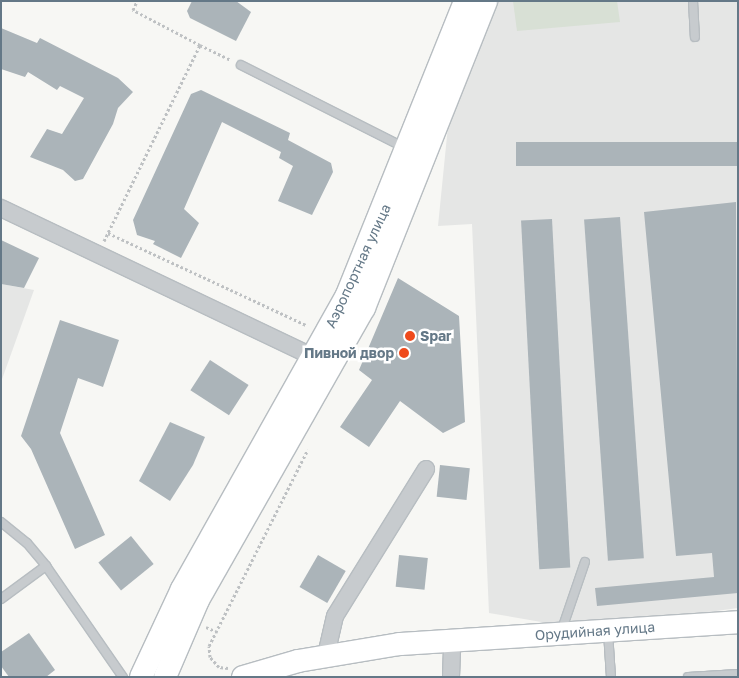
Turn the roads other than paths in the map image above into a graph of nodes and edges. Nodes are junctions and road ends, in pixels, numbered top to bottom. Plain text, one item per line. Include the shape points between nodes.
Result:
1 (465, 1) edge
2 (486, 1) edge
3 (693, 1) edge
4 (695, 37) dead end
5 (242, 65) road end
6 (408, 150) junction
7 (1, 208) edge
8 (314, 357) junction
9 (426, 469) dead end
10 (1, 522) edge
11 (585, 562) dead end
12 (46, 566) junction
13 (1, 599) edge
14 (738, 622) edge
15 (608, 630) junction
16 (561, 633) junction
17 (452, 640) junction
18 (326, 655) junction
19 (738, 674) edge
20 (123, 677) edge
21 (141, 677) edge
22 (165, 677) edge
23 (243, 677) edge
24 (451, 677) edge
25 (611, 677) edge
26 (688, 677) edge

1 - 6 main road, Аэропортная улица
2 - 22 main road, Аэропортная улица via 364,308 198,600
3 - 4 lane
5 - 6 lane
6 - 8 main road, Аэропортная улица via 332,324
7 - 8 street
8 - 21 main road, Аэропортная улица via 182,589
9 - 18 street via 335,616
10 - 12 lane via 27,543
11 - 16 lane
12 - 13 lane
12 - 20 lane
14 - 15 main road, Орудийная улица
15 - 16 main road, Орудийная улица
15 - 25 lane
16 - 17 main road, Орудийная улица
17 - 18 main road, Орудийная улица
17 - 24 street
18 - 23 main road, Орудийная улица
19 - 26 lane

* * *

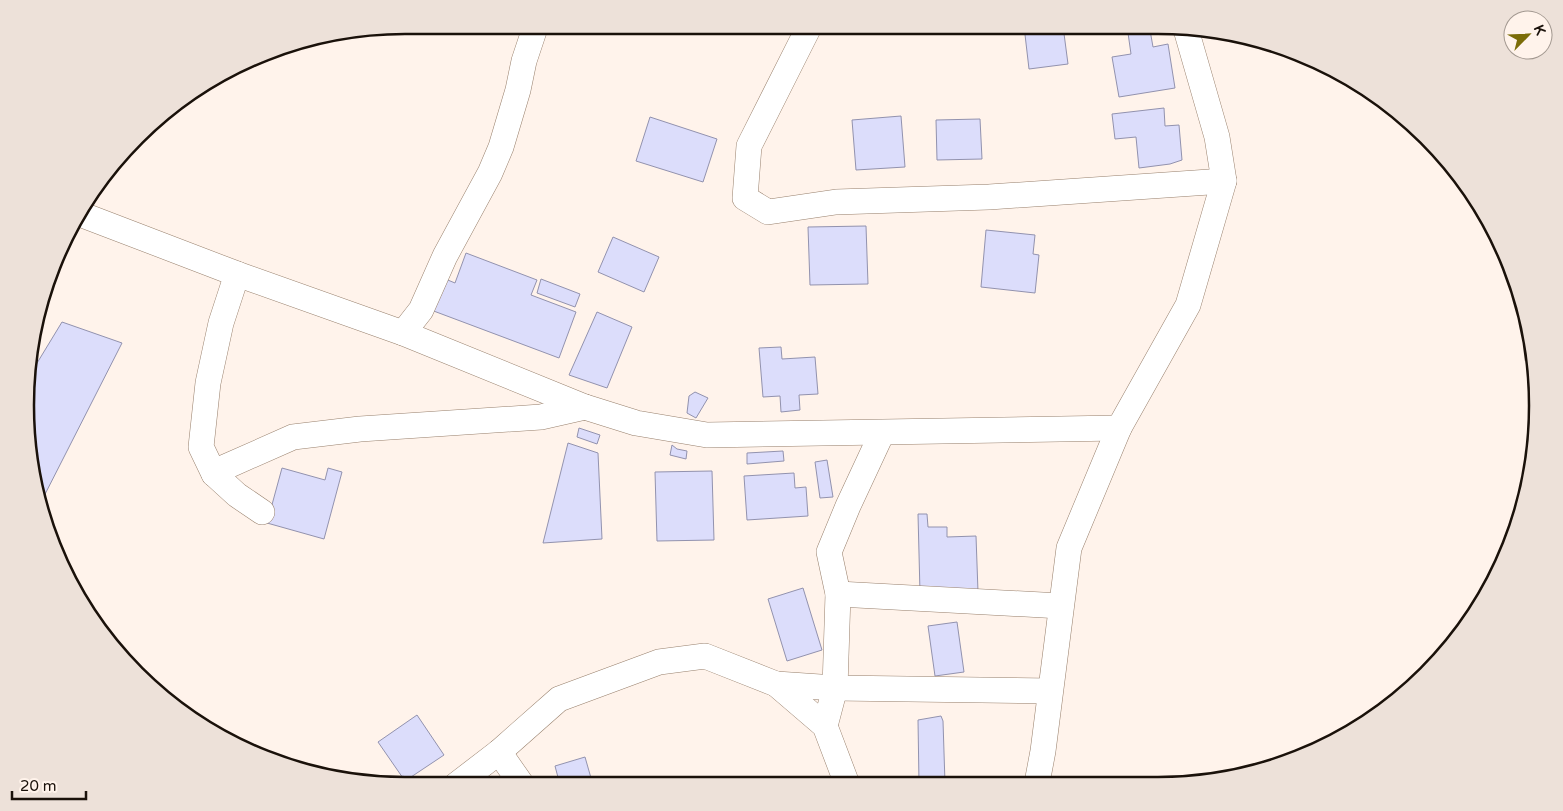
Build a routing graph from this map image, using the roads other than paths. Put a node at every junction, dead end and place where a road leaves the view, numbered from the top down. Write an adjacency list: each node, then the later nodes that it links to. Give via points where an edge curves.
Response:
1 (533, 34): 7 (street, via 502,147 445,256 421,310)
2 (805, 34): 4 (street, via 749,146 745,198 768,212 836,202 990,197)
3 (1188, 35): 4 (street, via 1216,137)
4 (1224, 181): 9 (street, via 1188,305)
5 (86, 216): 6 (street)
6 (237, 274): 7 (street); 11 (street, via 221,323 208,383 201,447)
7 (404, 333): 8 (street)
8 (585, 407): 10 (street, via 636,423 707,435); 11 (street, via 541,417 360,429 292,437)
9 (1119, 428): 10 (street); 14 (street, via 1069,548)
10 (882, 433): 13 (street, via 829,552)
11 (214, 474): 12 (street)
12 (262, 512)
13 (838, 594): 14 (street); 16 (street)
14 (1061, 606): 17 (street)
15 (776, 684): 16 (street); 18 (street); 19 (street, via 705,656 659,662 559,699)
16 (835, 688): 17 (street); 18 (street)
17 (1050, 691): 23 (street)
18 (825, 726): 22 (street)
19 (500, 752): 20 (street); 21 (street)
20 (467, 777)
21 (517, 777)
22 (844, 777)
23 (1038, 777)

:: TASK DESCRIPTION ::
Lines with "points": copy every one of them from the listing above.

:: TASK SOLUTION ::
Turn the roads other than paths in the map image above into a graph of nodes and edges. Nodes are junctions and road ends, in pixels, numbered top to bottom. Plain text, one item per line. Include the shape points between nodes.
Build a routing graph from this map image, using the roads other than paths. Put a node at every junction, dead end and place where a road leaves the view, numbered from the top down. Write an adjacency list: each node, then the later nodes that it links to. Give via points where an edge curves.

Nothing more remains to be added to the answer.